LOS ANGELES: Arab and Muslim community relations organisations in
the US have been working in crisis mode since 11 September to minimise
backlash against their communities, as well as to spread messages of
unity and tolerance.
But most associations say they were not prepared for an event of this
magnitude, and may lack the resources to deal with it.
'The structures we have in place have been stretched to the limit and
beyond in this case,' said Hussein Ibish, Arab American
Anti-discrimination Committee director of communications.
'We were unprepared for something of this scale,' he added.
Arab and Muslim organisations reported hundreds of media calls and
requests for interviews since the terrorist strikes.

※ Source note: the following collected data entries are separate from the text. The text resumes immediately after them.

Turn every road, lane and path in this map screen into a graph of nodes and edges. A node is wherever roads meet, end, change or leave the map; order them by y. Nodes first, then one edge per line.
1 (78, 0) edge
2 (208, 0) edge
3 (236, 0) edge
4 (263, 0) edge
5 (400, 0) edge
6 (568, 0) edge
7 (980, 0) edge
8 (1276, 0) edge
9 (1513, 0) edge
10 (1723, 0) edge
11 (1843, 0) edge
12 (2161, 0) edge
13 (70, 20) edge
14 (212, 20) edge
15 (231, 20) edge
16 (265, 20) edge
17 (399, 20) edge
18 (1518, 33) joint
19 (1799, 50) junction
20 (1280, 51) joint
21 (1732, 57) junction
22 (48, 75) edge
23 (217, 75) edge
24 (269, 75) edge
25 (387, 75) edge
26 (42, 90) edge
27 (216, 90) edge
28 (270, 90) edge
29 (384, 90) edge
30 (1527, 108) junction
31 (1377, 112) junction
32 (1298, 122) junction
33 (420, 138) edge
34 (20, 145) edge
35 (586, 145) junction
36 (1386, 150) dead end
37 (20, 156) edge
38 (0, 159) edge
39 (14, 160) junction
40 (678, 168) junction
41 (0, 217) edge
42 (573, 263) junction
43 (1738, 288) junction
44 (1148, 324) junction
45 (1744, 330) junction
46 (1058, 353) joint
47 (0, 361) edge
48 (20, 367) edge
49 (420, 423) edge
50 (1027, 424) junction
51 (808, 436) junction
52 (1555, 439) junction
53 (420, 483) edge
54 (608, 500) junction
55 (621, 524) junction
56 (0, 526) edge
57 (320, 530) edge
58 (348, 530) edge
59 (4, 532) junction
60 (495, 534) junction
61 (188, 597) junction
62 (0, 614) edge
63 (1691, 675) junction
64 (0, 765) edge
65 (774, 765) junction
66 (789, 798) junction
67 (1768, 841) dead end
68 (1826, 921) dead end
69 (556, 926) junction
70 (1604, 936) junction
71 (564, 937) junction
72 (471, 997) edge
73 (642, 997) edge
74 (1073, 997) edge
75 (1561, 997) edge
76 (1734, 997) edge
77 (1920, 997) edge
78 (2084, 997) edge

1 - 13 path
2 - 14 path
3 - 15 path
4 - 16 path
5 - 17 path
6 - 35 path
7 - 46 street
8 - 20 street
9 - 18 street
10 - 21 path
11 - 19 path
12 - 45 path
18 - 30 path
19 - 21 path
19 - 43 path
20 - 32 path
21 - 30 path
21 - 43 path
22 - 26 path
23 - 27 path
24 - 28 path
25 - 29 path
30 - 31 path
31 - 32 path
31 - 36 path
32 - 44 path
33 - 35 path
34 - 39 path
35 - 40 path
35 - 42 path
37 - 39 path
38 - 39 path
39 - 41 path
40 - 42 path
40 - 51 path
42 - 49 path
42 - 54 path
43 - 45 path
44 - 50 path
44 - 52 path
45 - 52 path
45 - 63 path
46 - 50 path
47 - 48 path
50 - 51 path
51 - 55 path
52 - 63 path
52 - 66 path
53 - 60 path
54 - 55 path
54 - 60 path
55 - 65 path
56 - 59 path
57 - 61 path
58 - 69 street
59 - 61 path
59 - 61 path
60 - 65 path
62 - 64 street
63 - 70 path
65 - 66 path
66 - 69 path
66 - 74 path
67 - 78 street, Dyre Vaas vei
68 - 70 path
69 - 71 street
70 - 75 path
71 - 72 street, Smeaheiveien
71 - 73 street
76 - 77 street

Ibish said he received more than 100 calls on 11 September and has
appeared in several major media outlets over the past week, such as CNN
and the LA Times.
Most Arab and Muslim groups are concentrating on similar messages for
local and national press - that their communities are experiencing the
same emotions as other citizens, that they condemn any terrorist
actions, and that they are seeing a backlash of anti-Arab sentiment that
has led to numerous threats and hate crimes across the country
(including at least two deaths that may be related to anti-Arab
'We are doing as many media shows as we can,' said Sarah Eltantawi, the
Muslim Public Affairs Council communications director.
'But the overall goal has to be grassroots,' she added.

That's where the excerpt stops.